Haddad defende MP 1.303 para evitar cortes no Orçamento de 2026
O ministro da Fazenda, Fernando Haddad, afirmou nesta quarta-feira (24) que a Medida Provisória (MP) 1.303 é fundamental para fechar o Orçamento de 2026 sem a necessidade de reduzir investimentos ou programas sociais. A declaração ocorreu durante audiência pública da Comissão de Agricultura da Câmara dos Deputados.

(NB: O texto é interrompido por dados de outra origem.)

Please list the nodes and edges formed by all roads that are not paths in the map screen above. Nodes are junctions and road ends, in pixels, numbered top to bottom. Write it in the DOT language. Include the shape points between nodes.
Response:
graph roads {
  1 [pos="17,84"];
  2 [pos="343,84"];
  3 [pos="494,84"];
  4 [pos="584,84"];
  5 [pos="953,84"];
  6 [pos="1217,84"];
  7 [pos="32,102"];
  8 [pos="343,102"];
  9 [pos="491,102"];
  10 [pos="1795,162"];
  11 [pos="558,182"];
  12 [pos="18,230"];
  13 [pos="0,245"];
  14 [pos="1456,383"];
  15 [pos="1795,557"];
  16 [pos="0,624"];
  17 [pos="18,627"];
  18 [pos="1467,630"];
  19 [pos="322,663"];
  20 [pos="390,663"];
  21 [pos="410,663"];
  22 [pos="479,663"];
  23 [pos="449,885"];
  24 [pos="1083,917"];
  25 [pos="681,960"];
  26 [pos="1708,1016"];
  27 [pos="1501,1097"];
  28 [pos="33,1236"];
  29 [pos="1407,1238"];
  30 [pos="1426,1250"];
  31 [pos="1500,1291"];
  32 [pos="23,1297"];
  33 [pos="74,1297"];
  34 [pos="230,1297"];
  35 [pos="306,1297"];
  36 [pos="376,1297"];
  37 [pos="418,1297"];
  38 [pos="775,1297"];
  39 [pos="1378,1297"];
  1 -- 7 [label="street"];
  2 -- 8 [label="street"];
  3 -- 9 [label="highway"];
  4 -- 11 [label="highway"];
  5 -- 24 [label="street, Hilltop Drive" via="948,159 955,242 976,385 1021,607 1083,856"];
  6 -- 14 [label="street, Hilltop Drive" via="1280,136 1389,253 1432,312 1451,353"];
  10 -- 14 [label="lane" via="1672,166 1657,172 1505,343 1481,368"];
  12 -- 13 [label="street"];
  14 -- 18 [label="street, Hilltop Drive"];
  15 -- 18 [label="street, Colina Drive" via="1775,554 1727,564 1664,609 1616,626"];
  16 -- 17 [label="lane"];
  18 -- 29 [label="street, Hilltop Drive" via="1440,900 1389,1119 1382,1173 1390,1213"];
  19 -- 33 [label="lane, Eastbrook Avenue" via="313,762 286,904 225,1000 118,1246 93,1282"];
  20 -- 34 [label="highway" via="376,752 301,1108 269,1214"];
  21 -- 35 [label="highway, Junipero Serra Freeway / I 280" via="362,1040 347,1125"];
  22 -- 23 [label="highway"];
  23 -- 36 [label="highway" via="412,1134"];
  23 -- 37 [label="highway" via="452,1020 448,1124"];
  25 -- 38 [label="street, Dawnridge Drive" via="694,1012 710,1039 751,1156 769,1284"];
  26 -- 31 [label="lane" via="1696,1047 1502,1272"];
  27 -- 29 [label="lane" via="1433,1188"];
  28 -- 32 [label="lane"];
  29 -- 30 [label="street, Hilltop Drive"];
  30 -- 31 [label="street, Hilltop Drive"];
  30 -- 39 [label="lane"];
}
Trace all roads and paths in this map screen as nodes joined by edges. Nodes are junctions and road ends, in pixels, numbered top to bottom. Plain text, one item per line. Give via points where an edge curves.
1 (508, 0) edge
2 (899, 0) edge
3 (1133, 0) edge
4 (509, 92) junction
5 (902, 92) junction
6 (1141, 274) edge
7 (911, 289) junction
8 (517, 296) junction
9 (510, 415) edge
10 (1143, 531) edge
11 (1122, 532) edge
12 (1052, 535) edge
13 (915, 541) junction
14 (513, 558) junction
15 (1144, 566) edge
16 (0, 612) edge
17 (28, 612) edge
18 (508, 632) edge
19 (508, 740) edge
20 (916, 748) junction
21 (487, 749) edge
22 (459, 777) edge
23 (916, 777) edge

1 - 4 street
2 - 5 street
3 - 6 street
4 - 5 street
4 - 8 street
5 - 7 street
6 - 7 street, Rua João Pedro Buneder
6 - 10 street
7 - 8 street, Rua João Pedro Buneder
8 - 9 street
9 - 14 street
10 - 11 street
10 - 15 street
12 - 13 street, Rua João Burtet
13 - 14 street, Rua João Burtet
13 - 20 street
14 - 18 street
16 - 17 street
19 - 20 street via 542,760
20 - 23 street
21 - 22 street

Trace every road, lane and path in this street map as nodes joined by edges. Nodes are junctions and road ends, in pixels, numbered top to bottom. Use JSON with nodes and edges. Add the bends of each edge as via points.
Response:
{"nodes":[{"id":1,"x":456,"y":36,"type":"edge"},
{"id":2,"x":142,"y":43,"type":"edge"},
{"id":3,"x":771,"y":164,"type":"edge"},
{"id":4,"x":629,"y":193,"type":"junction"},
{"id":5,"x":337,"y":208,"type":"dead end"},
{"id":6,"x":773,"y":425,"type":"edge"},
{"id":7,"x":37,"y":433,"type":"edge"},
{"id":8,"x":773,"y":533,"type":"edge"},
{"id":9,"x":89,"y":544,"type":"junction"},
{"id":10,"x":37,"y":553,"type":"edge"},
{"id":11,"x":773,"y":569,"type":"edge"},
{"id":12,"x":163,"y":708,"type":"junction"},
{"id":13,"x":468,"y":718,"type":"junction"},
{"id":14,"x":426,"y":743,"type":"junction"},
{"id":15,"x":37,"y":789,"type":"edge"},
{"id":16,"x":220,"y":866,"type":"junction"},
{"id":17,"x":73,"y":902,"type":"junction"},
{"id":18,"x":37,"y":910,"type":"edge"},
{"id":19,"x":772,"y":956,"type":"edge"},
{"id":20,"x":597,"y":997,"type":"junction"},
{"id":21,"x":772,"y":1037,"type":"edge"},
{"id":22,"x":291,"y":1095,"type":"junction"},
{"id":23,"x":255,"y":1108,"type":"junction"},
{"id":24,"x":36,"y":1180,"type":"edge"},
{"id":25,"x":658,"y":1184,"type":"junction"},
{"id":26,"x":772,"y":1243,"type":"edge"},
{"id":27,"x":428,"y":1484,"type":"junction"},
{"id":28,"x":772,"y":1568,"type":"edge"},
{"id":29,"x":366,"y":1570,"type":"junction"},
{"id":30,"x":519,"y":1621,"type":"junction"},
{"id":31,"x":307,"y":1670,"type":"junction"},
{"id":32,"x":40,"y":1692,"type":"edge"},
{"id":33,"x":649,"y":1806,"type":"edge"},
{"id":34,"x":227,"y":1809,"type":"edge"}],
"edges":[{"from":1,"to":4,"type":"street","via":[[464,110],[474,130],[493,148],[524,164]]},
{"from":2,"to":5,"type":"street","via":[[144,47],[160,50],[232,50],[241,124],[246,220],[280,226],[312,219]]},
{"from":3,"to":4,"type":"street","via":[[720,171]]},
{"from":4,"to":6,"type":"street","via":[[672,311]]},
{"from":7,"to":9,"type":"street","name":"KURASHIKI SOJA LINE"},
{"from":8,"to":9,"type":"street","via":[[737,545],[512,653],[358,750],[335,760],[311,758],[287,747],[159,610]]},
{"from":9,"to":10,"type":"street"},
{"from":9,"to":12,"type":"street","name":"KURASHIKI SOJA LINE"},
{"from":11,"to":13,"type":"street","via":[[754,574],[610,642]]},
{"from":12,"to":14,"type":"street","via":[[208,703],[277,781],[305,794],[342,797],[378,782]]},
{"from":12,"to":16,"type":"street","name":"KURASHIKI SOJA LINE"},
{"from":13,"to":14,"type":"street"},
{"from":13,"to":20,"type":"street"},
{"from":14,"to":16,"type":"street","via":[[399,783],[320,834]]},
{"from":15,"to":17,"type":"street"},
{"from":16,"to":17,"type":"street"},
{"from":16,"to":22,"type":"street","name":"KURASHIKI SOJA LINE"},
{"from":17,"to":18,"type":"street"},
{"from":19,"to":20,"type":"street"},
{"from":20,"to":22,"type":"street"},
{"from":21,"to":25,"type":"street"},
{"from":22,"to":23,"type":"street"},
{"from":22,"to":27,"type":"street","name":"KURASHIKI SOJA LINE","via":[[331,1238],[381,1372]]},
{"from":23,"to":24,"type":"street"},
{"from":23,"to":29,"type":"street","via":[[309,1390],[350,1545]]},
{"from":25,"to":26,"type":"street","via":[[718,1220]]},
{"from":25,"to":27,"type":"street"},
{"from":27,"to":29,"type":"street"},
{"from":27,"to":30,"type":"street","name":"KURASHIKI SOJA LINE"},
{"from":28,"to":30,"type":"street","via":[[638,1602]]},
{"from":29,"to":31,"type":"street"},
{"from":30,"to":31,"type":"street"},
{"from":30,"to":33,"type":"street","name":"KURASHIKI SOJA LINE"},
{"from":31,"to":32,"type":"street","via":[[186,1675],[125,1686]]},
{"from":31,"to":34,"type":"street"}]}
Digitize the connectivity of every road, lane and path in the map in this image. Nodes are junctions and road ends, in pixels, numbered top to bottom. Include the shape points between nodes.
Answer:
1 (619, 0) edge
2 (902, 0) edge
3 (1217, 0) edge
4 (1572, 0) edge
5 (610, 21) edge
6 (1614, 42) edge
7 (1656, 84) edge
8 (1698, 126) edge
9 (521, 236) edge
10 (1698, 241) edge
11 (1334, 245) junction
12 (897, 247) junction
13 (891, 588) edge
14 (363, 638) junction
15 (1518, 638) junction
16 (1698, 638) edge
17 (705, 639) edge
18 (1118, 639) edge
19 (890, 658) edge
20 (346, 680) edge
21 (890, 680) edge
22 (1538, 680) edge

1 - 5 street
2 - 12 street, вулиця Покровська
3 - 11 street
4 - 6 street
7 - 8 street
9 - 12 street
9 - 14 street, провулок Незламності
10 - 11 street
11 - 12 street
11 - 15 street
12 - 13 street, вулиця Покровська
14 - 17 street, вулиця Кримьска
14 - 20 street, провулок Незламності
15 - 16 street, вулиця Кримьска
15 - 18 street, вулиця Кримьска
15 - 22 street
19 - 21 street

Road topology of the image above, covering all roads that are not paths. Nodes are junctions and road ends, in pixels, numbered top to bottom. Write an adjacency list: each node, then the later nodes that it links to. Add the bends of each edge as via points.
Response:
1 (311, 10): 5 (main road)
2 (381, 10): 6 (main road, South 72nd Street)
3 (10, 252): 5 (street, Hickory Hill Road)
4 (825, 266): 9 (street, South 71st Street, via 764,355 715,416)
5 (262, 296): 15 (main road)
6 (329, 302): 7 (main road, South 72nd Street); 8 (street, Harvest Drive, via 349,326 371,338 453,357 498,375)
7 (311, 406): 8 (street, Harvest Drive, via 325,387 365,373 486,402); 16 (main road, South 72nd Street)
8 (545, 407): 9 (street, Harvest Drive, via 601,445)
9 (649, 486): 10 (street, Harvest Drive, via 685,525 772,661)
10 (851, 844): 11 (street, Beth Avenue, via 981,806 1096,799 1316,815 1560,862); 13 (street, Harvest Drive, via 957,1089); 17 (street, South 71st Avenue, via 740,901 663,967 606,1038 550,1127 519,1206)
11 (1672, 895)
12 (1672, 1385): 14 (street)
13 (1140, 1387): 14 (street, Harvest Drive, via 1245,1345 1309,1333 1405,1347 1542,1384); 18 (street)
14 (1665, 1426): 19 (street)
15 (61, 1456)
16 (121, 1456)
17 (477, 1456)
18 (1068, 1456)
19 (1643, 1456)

Haddad destacou que, caso a MP não seja aprovada, o governo poderá ter que cortar despesas discricionárias, o que pode impactar negativamente o próximo Plano Safra. O ministro ressaltou ainda que as Letras de Crédito do Agronegócio (LCAs) e Letras de Crédito Imobiliário (LCIs) continuarão sendo incentivadas, mesmo com a proposta de taxação defendida pela Fazenda, uma vez que esses títulos atualmente possuem isenção de Imposto de Renda.
Segundo Haddad, o governo mantém uma postura pragmática, focada no crescimento da produção. “Os títulos continuarão sendo incentivados. Fomos alertados que o dinheiro estava ficando pelo caminho”, afirmou. Ele acrescentou que o objetivo é promover justiça tributária, direcionando recursos para a produção em vez da especulação, o que tornaria o Tesouro Nacional mais confortável para rolar a dívida pública.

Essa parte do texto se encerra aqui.